> **What the task asks**: Scan the material below for the string "highway". Report every line that has it.

> **Data provided**:
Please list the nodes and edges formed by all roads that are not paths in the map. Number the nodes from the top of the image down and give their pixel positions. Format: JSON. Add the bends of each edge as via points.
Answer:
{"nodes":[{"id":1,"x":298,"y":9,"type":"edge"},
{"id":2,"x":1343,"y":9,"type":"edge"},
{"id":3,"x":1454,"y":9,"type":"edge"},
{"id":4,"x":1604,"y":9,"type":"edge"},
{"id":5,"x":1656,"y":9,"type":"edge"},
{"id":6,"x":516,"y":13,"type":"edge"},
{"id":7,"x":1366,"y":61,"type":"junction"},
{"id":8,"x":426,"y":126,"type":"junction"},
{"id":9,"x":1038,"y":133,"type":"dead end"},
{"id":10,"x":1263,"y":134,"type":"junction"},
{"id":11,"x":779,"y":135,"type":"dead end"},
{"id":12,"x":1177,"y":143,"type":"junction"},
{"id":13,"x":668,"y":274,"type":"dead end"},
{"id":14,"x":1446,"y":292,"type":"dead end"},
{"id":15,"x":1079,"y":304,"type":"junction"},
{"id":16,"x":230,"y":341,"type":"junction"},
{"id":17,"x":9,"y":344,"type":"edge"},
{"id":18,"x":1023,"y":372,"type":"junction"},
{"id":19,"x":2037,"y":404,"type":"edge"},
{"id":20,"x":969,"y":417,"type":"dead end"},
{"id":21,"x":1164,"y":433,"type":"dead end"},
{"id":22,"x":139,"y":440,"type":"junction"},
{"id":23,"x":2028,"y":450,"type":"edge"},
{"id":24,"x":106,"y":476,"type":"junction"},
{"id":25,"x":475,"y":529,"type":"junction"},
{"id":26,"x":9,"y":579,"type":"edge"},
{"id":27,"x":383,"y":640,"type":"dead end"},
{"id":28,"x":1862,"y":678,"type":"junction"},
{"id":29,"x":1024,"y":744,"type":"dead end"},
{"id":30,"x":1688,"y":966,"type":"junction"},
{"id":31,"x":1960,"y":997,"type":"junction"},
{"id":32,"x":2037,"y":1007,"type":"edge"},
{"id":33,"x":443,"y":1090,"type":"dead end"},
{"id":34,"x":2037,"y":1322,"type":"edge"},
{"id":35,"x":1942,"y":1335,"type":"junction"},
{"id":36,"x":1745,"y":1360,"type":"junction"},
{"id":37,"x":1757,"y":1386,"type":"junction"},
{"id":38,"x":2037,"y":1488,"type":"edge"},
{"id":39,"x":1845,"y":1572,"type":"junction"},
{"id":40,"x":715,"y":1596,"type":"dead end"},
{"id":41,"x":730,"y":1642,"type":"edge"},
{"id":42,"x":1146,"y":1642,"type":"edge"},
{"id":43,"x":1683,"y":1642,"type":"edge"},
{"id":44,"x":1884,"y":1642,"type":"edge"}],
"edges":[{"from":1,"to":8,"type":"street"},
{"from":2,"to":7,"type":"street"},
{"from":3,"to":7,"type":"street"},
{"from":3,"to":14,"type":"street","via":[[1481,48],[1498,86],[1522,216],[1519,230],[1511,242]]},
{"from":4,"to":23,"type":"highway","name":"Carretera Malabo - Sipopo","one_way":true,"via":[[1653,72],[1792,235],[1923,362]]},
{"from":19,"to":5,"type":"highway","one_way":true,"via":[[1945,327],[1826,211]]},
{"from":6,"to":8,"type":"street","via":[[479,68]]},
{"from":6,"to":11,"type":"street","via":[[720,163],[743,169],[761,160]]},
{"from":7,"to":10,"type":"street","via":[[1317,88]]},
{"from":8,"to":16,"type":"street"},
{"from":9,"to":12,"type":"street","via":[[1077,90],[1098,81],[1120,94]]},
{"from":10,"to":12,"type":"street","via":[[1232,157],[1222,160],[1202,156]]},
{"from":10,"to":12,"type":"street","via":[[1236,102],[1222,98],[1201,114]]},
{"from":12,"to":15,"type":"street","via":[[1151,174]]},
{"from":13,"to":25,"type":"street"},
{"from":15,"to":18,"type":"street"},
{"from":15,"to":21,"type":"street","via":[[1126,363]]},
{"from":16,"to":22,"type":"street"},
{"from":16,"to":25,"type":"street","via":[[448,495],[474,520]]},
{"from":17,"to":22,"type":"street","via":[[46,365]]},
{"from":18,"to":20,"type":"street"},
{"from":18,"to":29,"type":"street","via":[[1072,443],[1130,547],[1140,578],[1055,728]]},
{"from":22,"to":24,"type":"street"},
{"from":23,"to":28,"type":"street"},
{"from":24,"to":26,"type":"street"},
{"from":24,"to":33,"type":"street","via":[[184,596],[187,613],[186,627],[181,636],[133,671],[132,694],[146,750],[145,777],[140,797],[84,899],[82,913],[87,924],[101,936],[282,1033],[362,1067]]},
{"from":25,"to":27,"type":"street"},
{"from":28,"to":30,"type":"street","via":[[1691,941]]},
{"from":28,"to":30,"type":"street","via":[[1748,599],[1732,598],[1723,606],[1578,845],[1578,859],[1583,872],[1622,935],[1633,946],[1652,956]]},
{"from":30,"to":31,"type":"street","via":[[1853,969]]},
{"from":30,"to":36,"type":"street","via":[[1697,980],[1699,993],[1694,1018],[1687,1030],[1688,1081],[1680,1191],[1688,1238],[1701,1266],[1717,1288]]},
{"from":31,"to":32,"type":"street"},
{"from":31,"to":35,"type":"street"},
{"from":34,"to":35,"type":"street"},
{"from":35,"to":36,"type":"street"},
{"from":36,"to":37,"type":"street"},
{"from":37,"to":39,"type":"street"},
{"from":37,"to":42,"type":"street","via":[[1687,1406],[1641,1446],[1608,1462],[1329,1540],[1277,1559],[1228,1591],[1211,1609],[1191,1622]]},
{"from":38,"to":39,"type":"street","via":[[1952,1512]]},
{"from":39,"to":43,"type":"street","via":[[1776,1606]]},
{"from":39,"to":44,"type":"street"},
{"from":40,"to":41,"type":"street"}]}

> **Problem solution**:
{"from":4,"to":23,"type":"highway","name":"Carretera Malabo - Sipopo","one_way":true,"via":[[1653,72],[1792,235],[1923,362]]},
{"from":19,"to":5,"type":"highway","one_way":true,"via":[[1945,327],[1826,211]]},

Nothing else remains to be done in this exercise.